Thank you so much for making a difficult topic fun and easy. You really are saving lives out here! Will be getting an engineering degree thanks to you and your organic chemistry tutor, would be an epic mashup if you two did a video together.
I’m so glad to hear that you found the topic enjoyable and easy to understand! Your kind words mean a lot. It’s wonderful to know that I could contribute to your journey towards an engineering degree. Keep up the great work and best of luck with your studies! 😊 Also, yes, I agree :)
Really good video! Question, at 7:40 you mention that because this is steam we can go right to the superheated water table. Should we still confirm this by using the saturated water table first and observe that at 6000kPa, 600 deg C > Tsat, or can we just assume that steam is by definition a superheated vapor. In one of your other videos you have specifically mentioned superheated steam before, is this always the case or can steam also be a superheated vapor as well depending on the conditions?
Always verify with a saturated water table, and the conditions needed for superheated steam.
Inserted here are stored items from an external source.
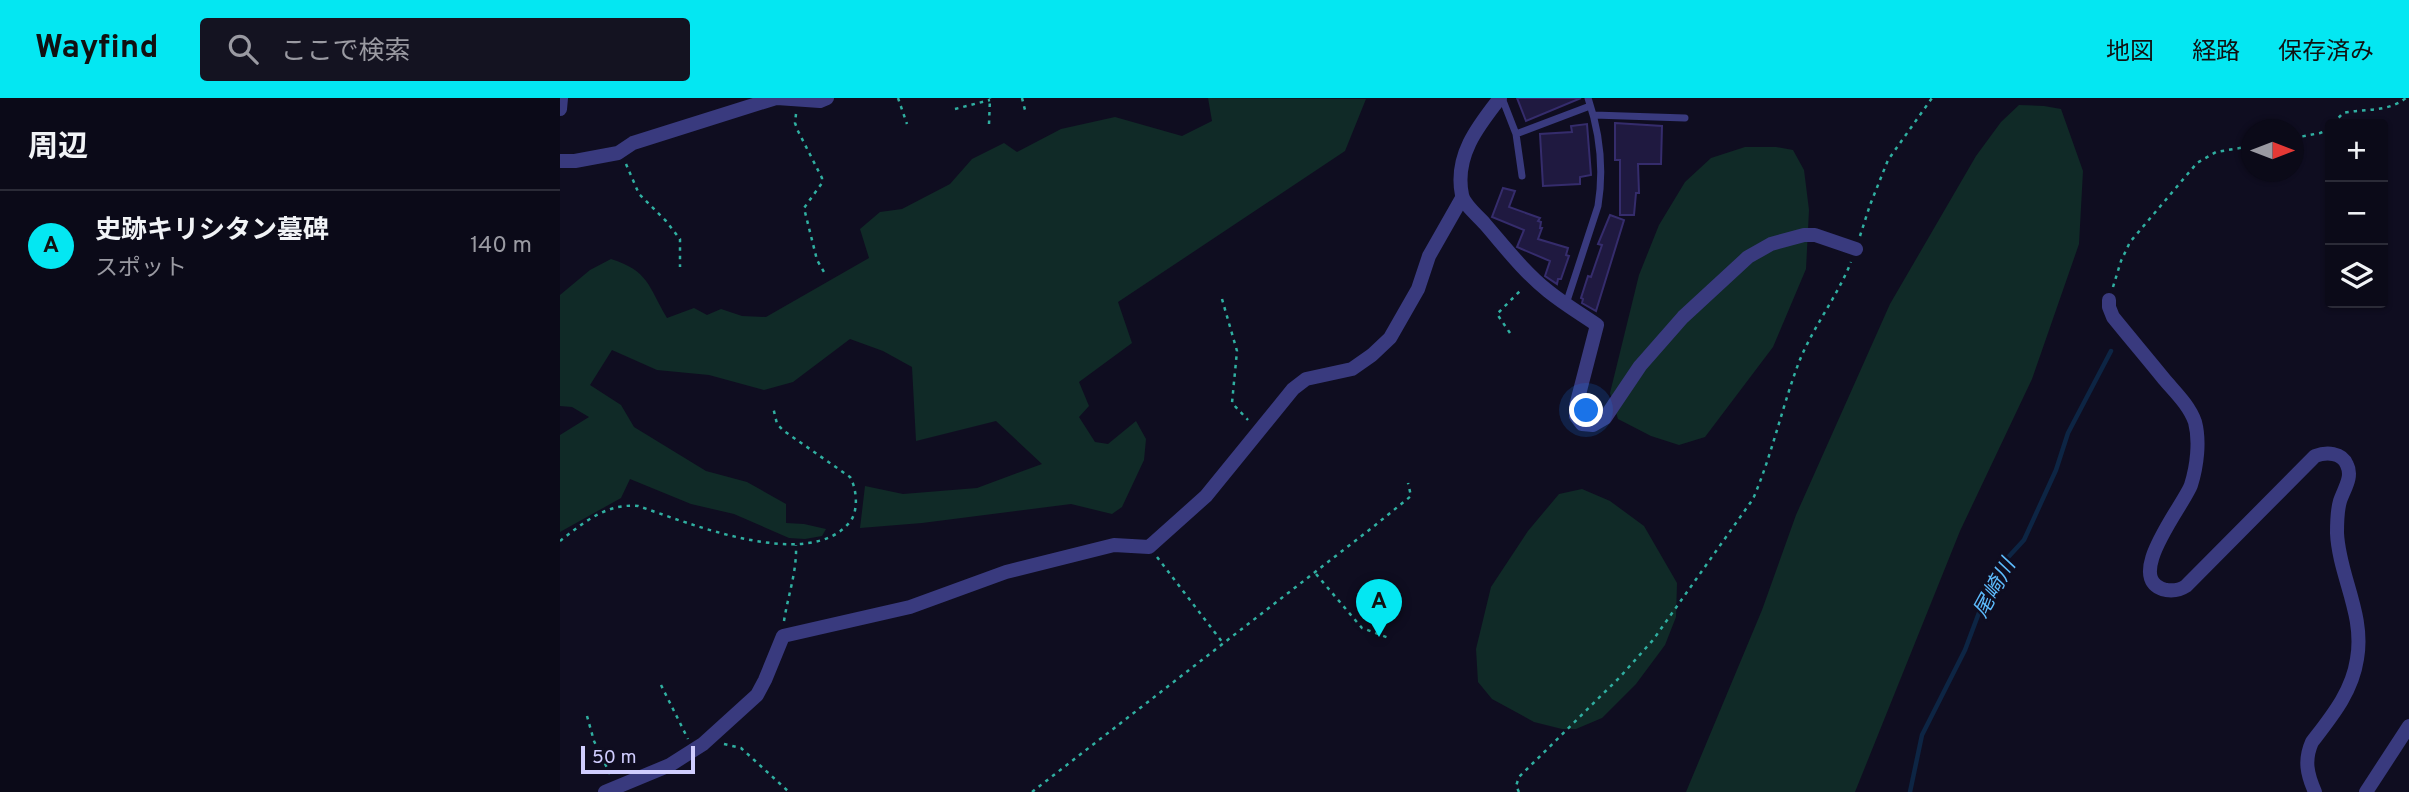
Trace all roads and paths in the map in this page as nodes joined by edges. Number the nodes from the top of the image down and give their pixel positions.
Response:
1 (561, 98) edge
2 (776, 98) edge
3 (827, 98) edge
4 (898, 98) edge
5 (1022, 98) edge
6 (1501, 98) edge
7 (1932, 98) edge
8 (2406, 98) edge
9 (990, 99) edge
10 (803, 100) junction
11 (1589, 102) edge
12 (955, 108) dead end
13 (560, 109) edge
14 (1026, 114) dead end
15 (1594, 115) junction
16 (1685, 118) dead end
17 (2338, 119) edge
18 (907, 124) dead end
19 (989, 124) dead end
20 (2325, 130) edge
21 (1516, 134) junction
22 (2304, 136) edge
23 (2241, 148) edge
24 (621, 151) junction
25 (560, 161) edge
26 (1522, 176) dead end
27 (1462, 198) junction
28 (1856, 249) junction
29 (680, 267) dead end
30 (824, 272) dead end
31 (1534, 279) junction
32 (1222, 299) dead end
33 (2109, 300) joint
34 (1566, 304) junction
35 (1510, 334) dead end
36 (773, 407) dead end
37 (1259, 429) junction
38 (1408, 483) dead end
39 (560, 541) edge
40 (796, 545) junction
41 (1149, 547) junction
42 (1316, 574) junction
43 (783, 636) junction
44 (1389, 638) dead end
45 (1223, 643) junction
46 (661, 685) dead end
47 (587, 716) dead end
48 (2409, 726) edge
49 (700, 746) junction
50 (611, 789) edge
51 (789, 792) edge
52 (1032, 792) edge
53 (1519, 792) edge
54 (2315, 792) edge
55 (2366, 792) edge

1 - 13 street
2 - 10 street
2 - 24 street
3 - 10 street
4 - 18 path
5 - 14 path
6 - 21 lane
6 - 27 street
7 - 28 path
8 - 17 path
9 - 12 path
9 - 19 path
10 - 30 path
11 - 15 lane
11 - 21 lane
15 - 16 lane
15 - 34 lane
20 - 22 path
21 - 26 lane
23 - 33 path
24 - 25 street
24 - 29 path
27 - 31 street
27 - 37 street
28 - 34 street
28 - 53 path
31 - 34 street
31 - 35 path
32 - 37 path
33 - 54 street
36 - 40 path
37 - 41 street
38 - 42 path
39 - 40 path
40 - 43 path
41 - 43 street
41 - 45 path
42 - 44 path
42 - 45 path
43 - 49 street
45 - 52 path
46 - 49 path
47 - 50 path
48 - 55 street
49 - 50 street
49 - 51 path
When you do more problems, you have a pretty good idea of what table to look at, but if you're ever in doubt, double check 👍
A big "Q" is equal to "mq" in other words, mass times small q. Small q, is just q per unit mass. The mass can have a dot on top, if it's a mass flow, so like 10kg/sec. Something that happens per time. In that case, you'd write a big Q with a dot on top.
Hi there ,I have a confusion about at 3:26 here.By saying _Adiabatic compressor_ , what does the question want to say us here? Could you explain me a little bit?